**GOAL OF THE EXERCISE**: Will you output all of the data below exactly, omitting the images?

**DATA RECORDS**:
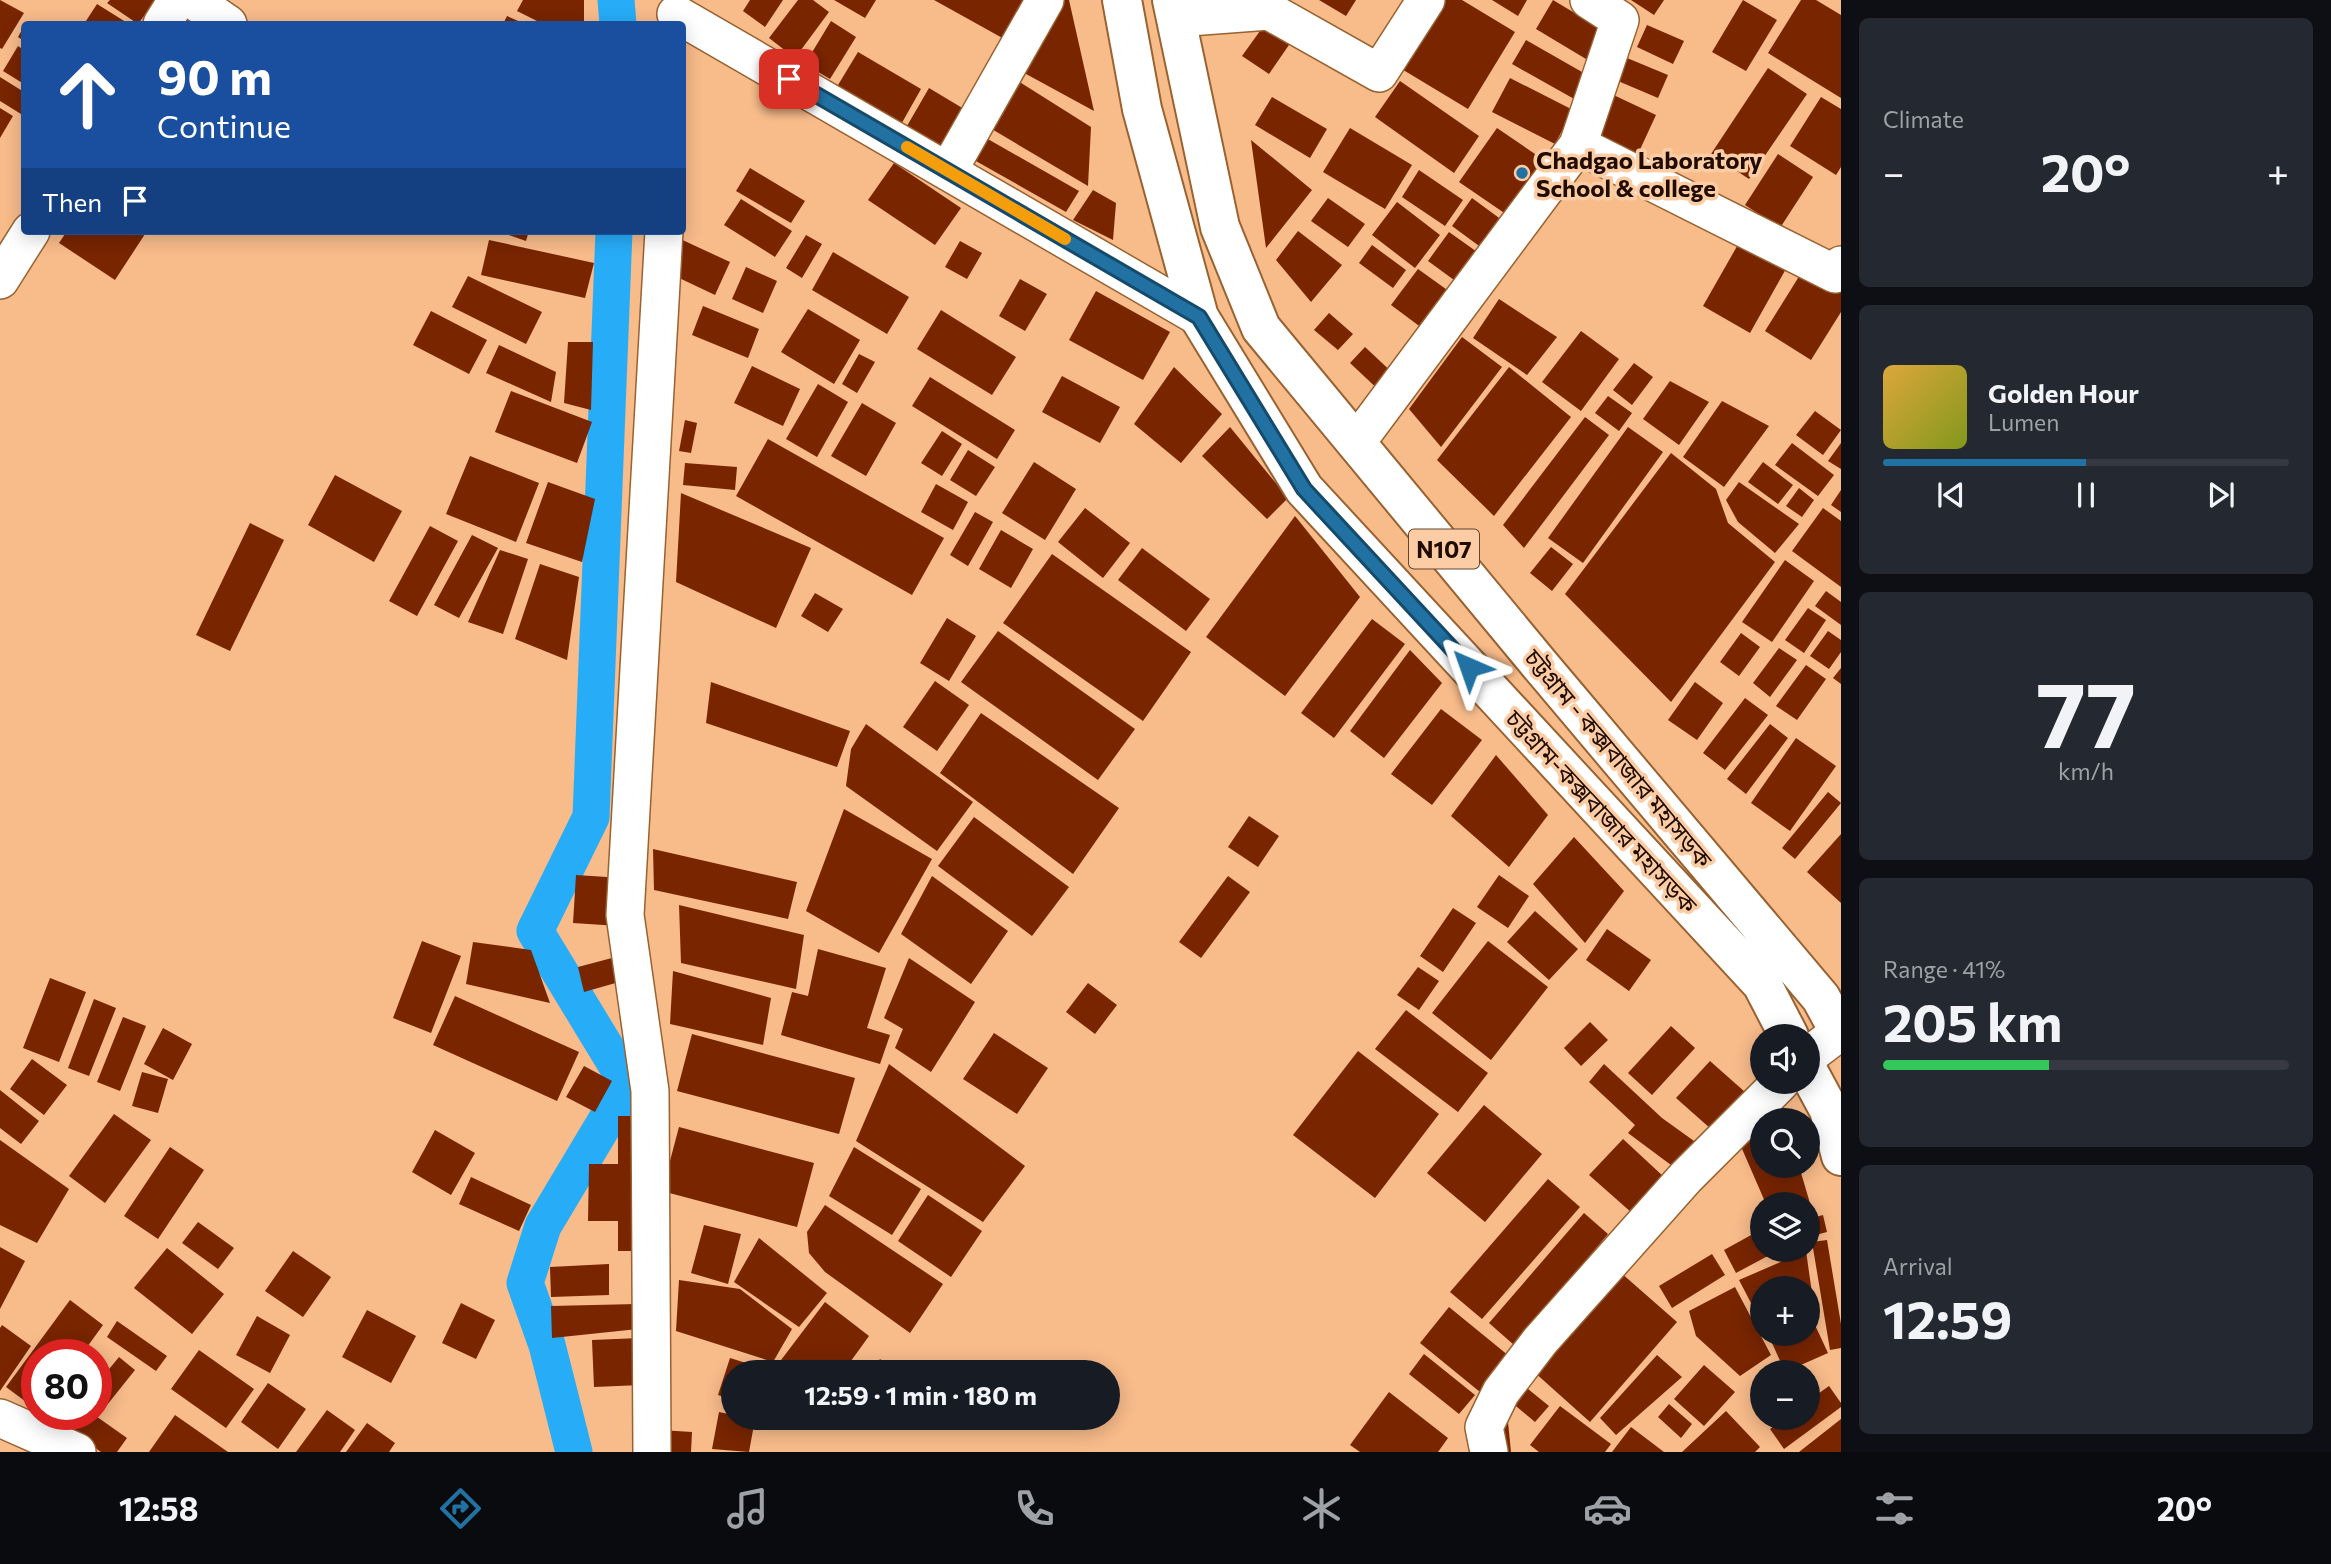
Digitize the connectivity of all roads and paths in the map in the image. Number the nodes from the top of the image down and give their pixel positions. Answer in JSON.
{"nodes":[{"id":1,"x":177,"y":0,"type":"edge"},
{"id":2,"x":194,"y":0,"type":"edge"},
{"id":3,"x":1045,"y":0,"type":"edge"},
{"id":4,"x":1122,"y":0,"type":"edge"},
{"id":5,"x":1426,"y":0,"type":"edge"},
{"id":6,"x":1589,"y":0,"type":"edge"},
{"id":7,"x":1174,"y":9,"type":"edge"},
{"id":8,"x":675,"y":13,"type":"edge"},
{"id":9,"x":164,"y":21,"type":"edge"},
{"id":10,"x":224,"y":21,"type":"edge"},
{"id":11,"x":1578,"y":145,"type":"junction"},
{"id":12,"x":948,"y":171,"type":"junction"},
{"id":13,"x":28,"y":235,"type":"edge"},
{"id":14,"x":664,"y":235,"type":"edge"},
{"id":15,"x":1839,"y":272,"type":"edge"},
{"id":16,"x":0,"y":279,"type":"edge"},
{"id":17,"x":1199,"y":317,"type":"junction"},
{"id":18,"x":1356,"y":443,"type":"junction"},
{"id":19,"x":1783,"y":1024,"type":"edge"},
{"id":20,"x":1841,"y":1033,"type":"edge"},
{"id":21,"x":1820,"y":1048,"type":"edge"},
{"id":22,"x":1820,"y":1093,"type":"edge"},
{"id":23,"x":1769,"y":1094,"type":"edge"},
{"id":24,"x":1841,"y":1156,"type":"edge"},
{"id":25,"x":0,"y":1418,"type":"edge"},
{"id":26,"x":77,"y":1452,"type":"edge"},
{"id":27,"x":652,"y":1452,"type":"edge"},
{"id":28,"x":1489,"y":1452,"type":"edge"}],
"edges":[{"from":1,"to":9,"type":"street"},
{"from":2,"to":10,"type":"street"},
{"from":3,"to":12,"type":"street"},
{"from":4,"to":17,"type":"highway","name":"চট্টগ্রাম-কক্সবাজার মহাসড়ক","number":"N107"},
{"from":5,"to":7,"type":"street"},
{"from":6,"to":11,"type":"street"},
{"from":7,"to":18,"type":"highway","name":"চট্টগ্রাম - কক্সবাজার মহাসড়ক","number":"N107"},
{"from":8,"to":12,"type":"street"},
{"from":11,"to":15,"type":"street"},
{"from":11,"to":18,"type":"street"},
{"from":12,"to":17,"type":"street"},
{"from":13,"to":16,"type":"street"},
{"from":14,"to":27,"type":"street"},
{"from":17,"to":19,"type":"highway","name":"চট্টগ্রাম-কক্সবাজার মহাসড়ক","number":"N107"},
{"from":18,"to":20,"type":"highway","name":"চট্টগ্রাম - কক্সবাজার মহাসড়ক","number":"N107"},
{"from":20,"to":21,"type":"street"},
{"from":22,"to":24,"type":"highway"},
{"from":23,"to":28,"type":"street"},
{"from":25,"to":26,"type":"street"}]}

**SOLUTION TO THIS EXERCISE**:
Digitize the connectivity of all roads and paths in the map in the image. Number the nodes from the top of the image down and give their pixel positions. Answer in JSON.
{"nodes":[{"id":1,"x":177,"y":0,"type":"edge"},
{"id":2,"x":194,"y":0,"type":"edge"},
{"id":3,"x":1045,"y":0,"type":"edge"},
{"id":4,"x":1122,"y":0,"type":"edge"},
{"id":5,"x":1426,"y":0,"type":"edge"},
{"id":6,"x":1589,"y":0,"type":"edge"},
{"id":7,"x":1174,"y":9,"type":"edge"},
{"id":8,"x":675,"y":13,"type":"edge"},
{"id":9,"x":164,"y":21,"type":"edge"},
{"id":10,"x":224,"y":21,"type":"edge"},
{"id":11,"x":1578,"y":145,"type":"junction"},
{"id":12,"x":948,"y":171,"type":"junction"},
{"id":13,"x":28,"y":235,"type":"edge"},
{"id":14,"x":664,"y":235,"type":"edge"},
{"id":15,"x":1839,"y":272,"type":"edge"},
{"id":16,"x":0,"y":279,"type":"edge"},
{"id":17,"x":1199,"y":317,"type":"junction"},
{"id":18,"x":1356,"y":443,"type":"junction"},
{"id":19,"x":1783,"y":1024,"type":"edge"},
{"id":20,"x":1841,"y":1033,"type":"edge"},
{"id":21,"x":1820,"y":1048,"type":"edge"},
{"id":22,"x":1820,"y":1093,"type":"edge"},
{"id":23,"x":1769,"y":1094,"type":"edge"},
{"id":24,"x":1841,"y":1156,"type":"edge"},
{"id":25,"x":0,"y":1418,"type":"edge"},
{"id":26,"x":77,"y":1452,"type":"edge"},
{"id":27,"x":652,"y":1452,"type":"edge"},
{"id":28,"x":1489,"y":1452,"type":"edge"}],
"edges":[{"from":1,"to":9,"type":"street"},
{"from":2,"to":10,"type":"street"},
{"from":3,"to":12,"type":"street"},
{"from":4,"to":17,"type":"highway","name":"চট্টগ্রাম-কক্সবাজার মহাসড়ক","number":"N107"},
{"from":5,"to":7,"type":"street"},
{"from":6,"to":11,"type":"street"},
{"from":7,"to":18,"type":"highway","name":"চট্টগ্রাম - কক্সবাজার মহাসড়ক","number":"N107"},
{"from":8,"to":12,"type":"street"},
{"from":11,"to":15,"type":"street"},
{"from":11,"to":18,"type":"street"},
{"from":12,"to":17,"type":"street"},
{"from":13,"to":16,"type":"street"},
{"from":14,"to":27,"type":"street"},
{"from":17,"to":19,"type":"highway","name":"চট্টগ্রাম-কক্সবাজার মহাসড়ক","number":"N107"},
{"from":18,"to":20,"type":"highway","name":"চট্টগ্রাম - কক্সবাজার মহাসড়ক","number":"N107"},
{"from":20,"to":21,"type":"street"},
{"from":22,"to":24,"type":"highway"},
{"from":23,"to":28,"type":"street"},
{"from":25,"to":26,"type":"street"}]}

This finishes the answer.